-------- Data records
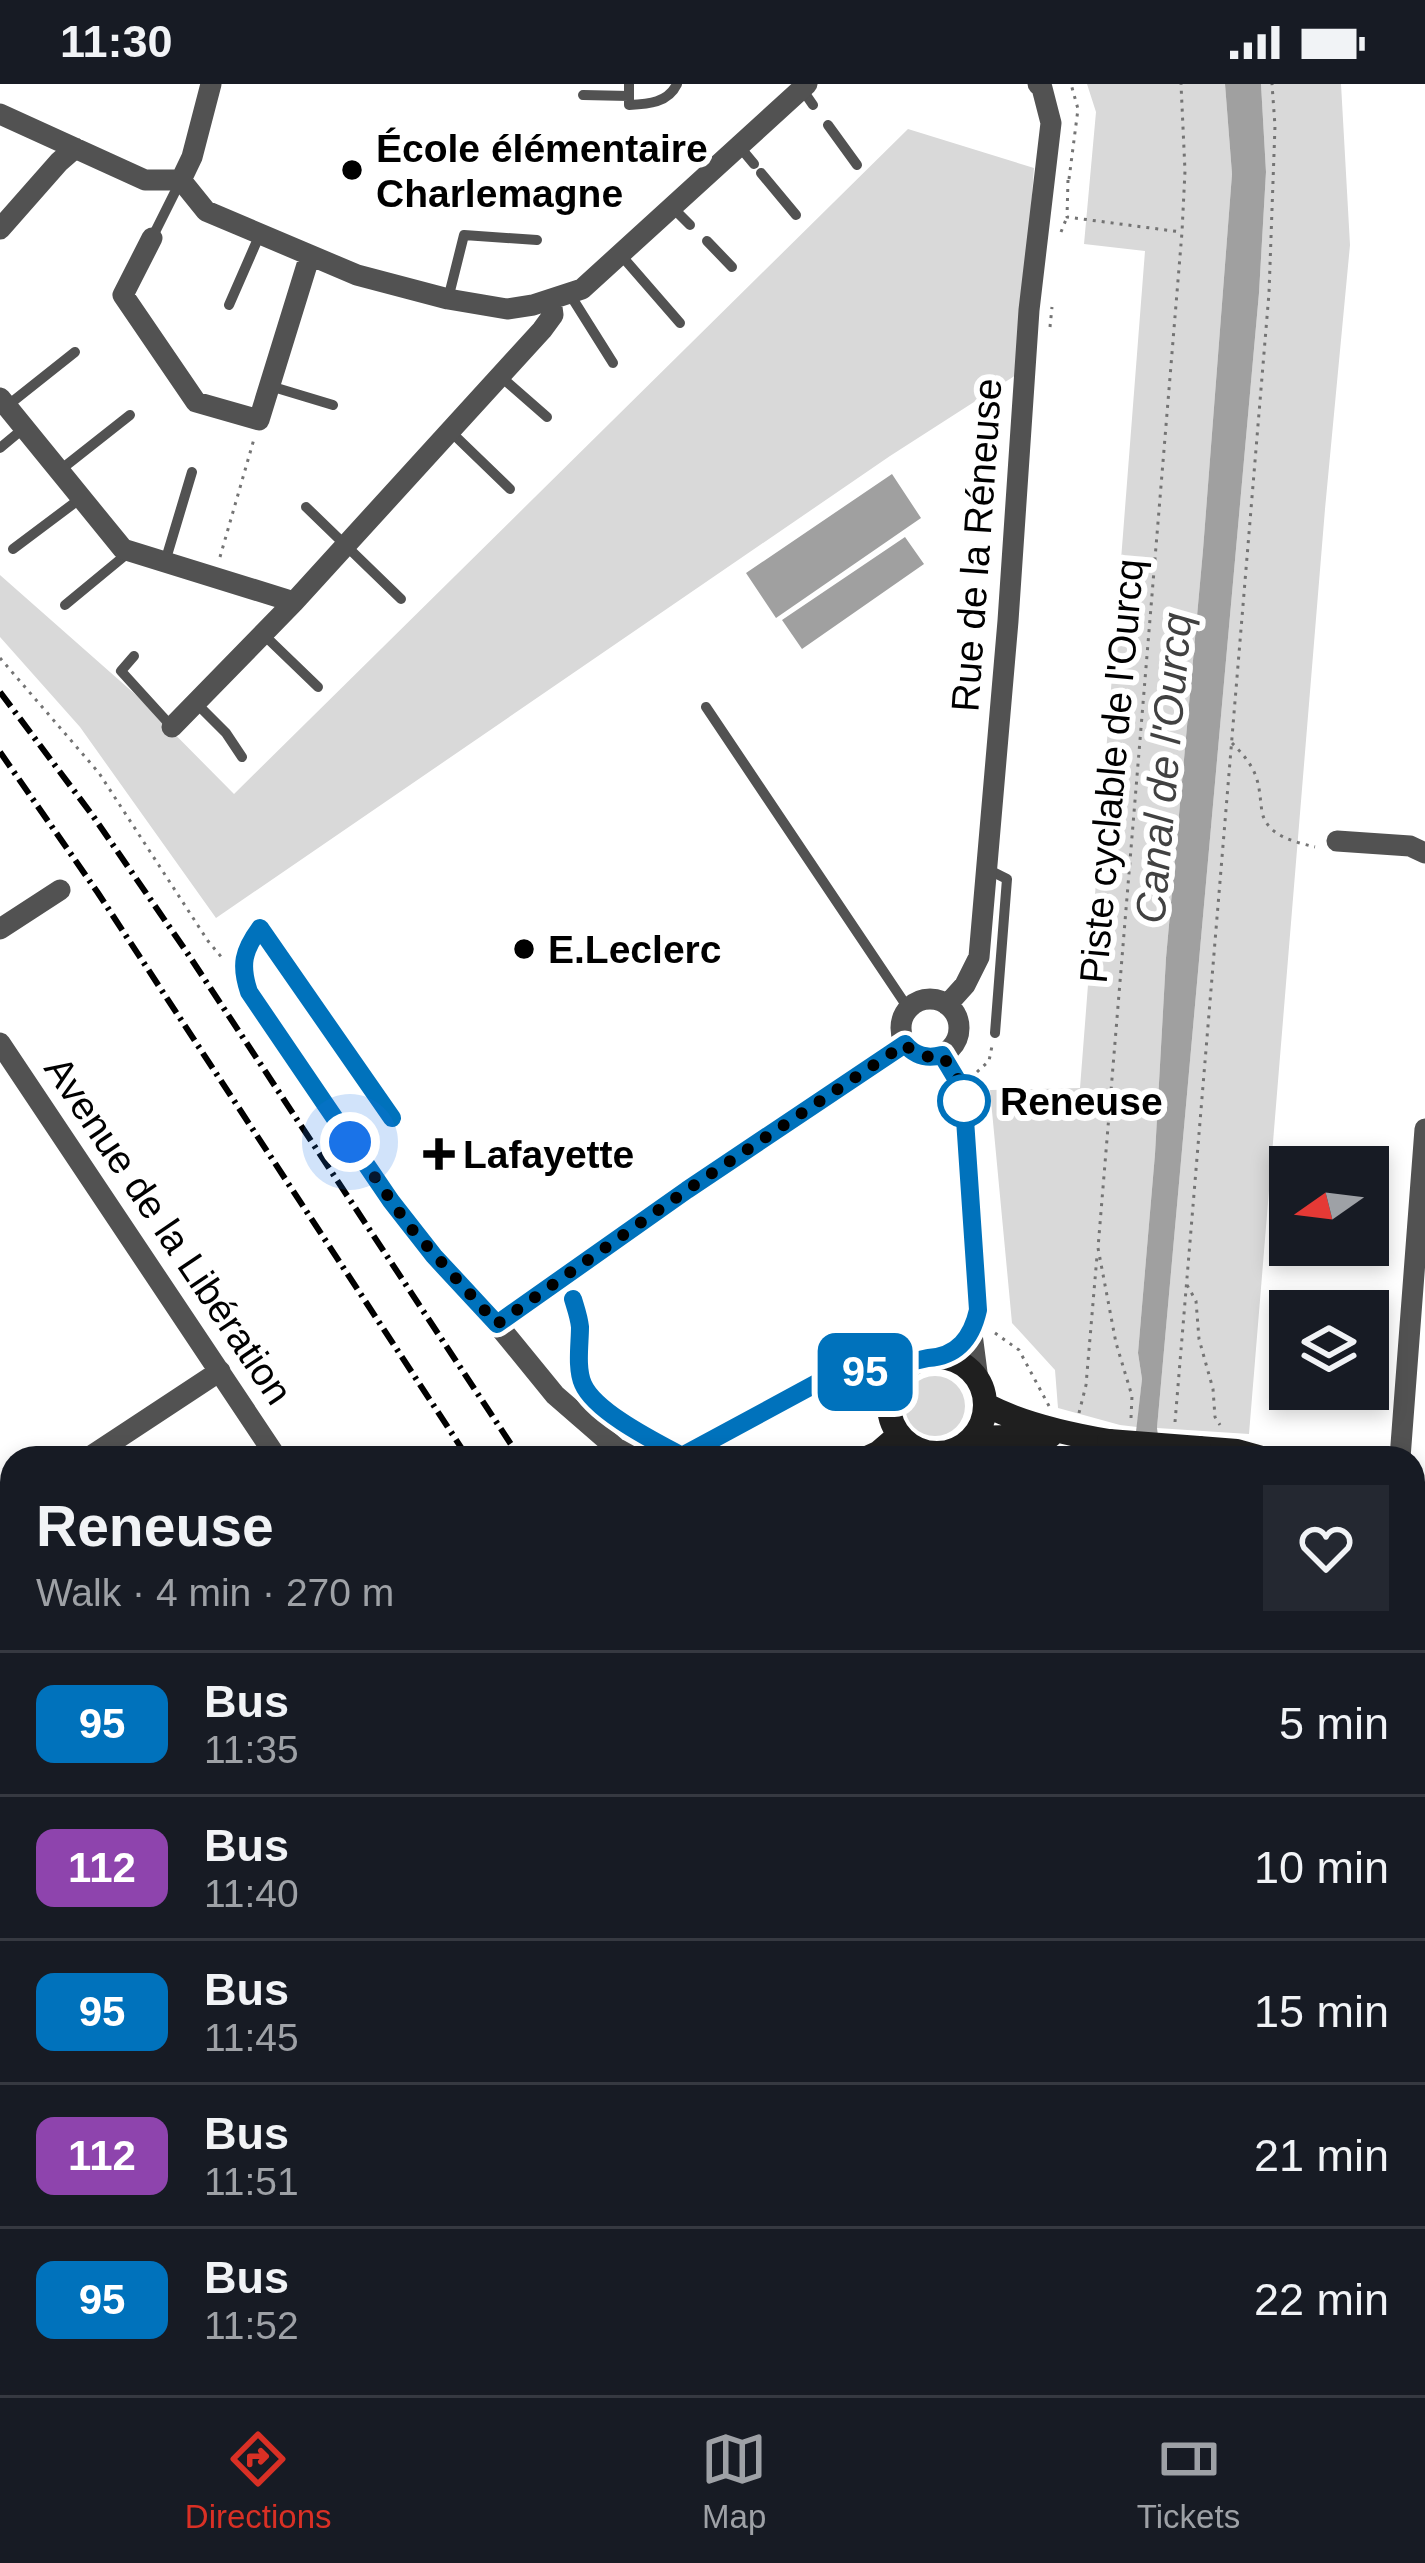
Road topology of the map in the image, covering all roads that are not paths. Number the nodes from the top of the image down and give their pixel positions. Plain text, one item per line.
----------------
-------- Data records
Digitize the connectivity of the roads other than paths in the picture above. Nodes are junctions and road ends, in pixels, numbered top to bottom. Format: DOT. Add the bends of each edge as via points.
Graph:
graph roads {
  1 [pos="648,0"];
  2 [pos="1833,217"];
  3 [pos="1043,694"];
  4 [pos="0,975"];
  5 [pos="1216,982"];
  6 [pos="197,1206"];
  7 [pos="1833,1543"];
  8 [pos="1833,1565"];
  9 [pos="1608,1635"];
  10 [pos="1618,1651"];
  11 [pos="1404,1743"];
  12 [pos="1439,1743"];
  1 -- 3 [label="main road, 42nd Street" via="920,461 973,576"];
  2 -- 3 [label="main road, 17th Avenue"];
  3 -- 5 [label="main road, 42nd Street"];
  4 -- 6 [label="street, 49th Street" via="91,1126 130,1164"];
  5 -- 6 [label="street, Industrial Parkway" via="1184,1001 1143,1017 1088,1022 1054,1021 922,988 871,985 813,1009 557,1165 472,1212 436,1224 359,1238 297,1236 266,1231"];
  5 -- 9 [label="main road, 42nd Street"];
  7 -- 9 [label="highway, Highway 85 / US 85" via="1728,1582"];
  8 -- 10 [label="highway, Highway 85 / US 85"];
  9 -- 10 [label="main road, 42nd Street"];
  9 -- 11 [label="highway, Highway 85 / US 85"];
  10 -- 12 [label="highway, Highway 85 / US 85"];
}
----------------
-------- Data records
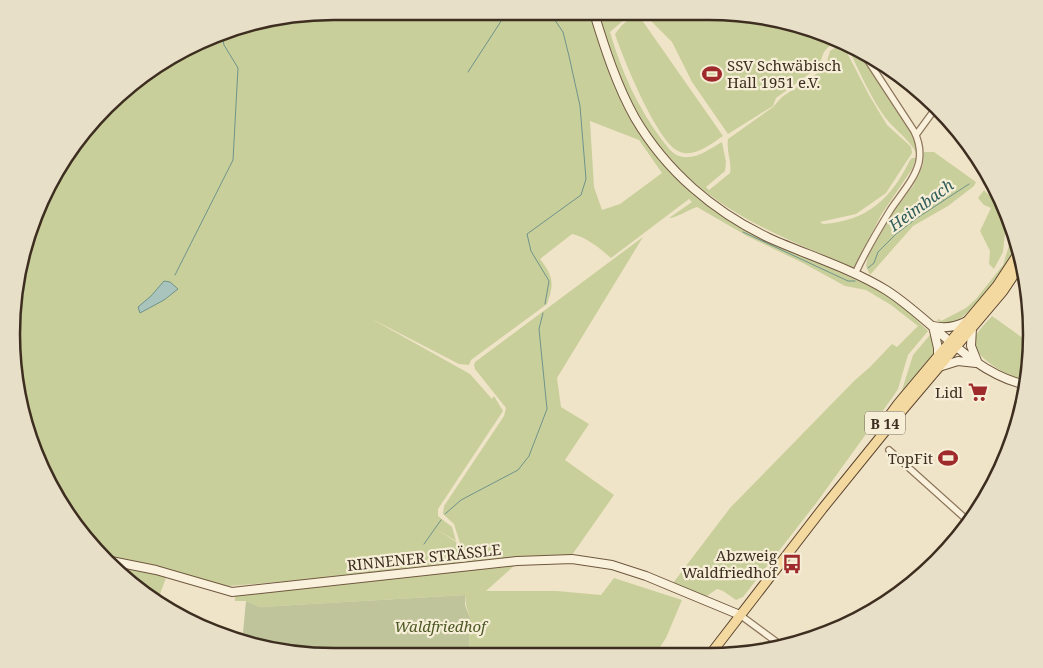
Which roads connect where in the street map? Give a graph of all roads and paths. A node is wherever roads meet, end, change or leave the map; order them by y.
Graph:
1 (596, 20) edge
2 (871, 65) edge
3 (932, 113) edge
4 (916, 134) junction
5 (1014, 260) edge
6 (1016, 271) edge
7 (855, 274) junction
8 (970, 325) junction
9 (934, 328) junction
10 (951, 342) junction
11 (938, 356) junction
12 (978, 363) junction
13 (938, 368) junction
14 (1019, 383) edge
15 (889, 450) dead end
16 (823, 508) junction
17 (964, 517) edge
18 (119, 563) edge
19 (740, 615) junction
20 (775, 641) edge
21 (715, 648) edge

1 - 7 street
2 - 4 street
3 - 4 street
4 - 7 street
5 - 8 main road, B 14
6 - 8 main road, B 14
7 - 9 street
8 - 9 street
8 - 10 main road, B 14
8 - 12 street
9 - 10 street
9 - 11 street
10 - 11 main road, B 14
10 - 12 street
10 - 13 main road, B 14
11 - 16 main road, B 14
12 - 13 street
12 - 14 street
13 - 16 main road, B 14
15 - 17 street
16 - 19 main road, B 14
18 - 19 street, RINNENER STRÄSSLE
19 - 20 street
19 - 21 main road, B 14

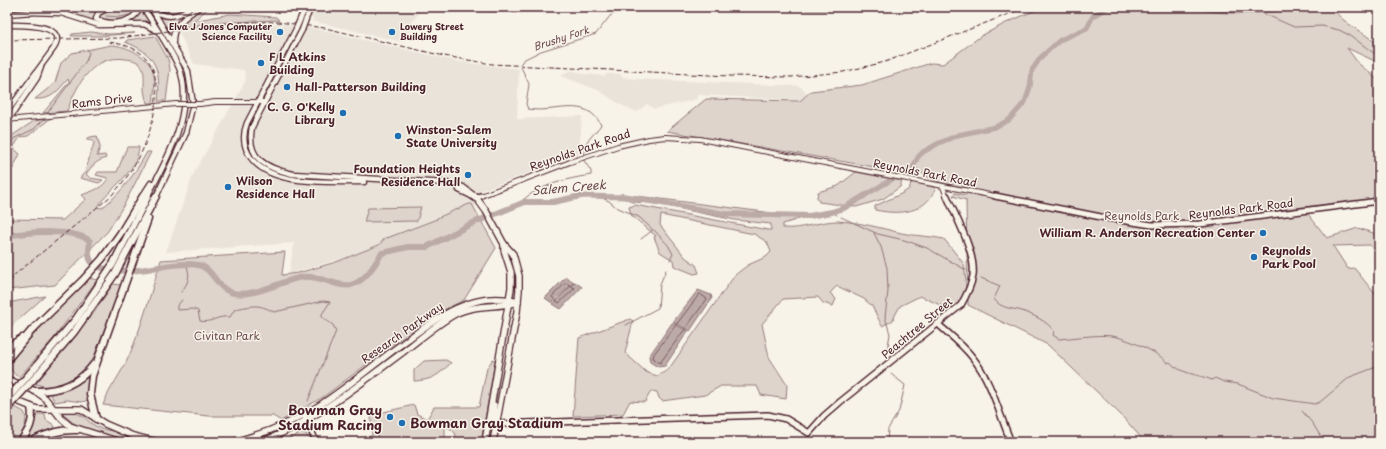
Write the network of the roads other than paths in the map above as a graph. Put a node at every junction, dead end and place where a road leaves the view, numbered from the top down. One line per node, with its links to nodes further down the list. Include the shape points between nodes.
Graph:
----------------
### Problem to work on
Look through the records and give only the number of lines where the string "above" appears.

### Exercise answer
2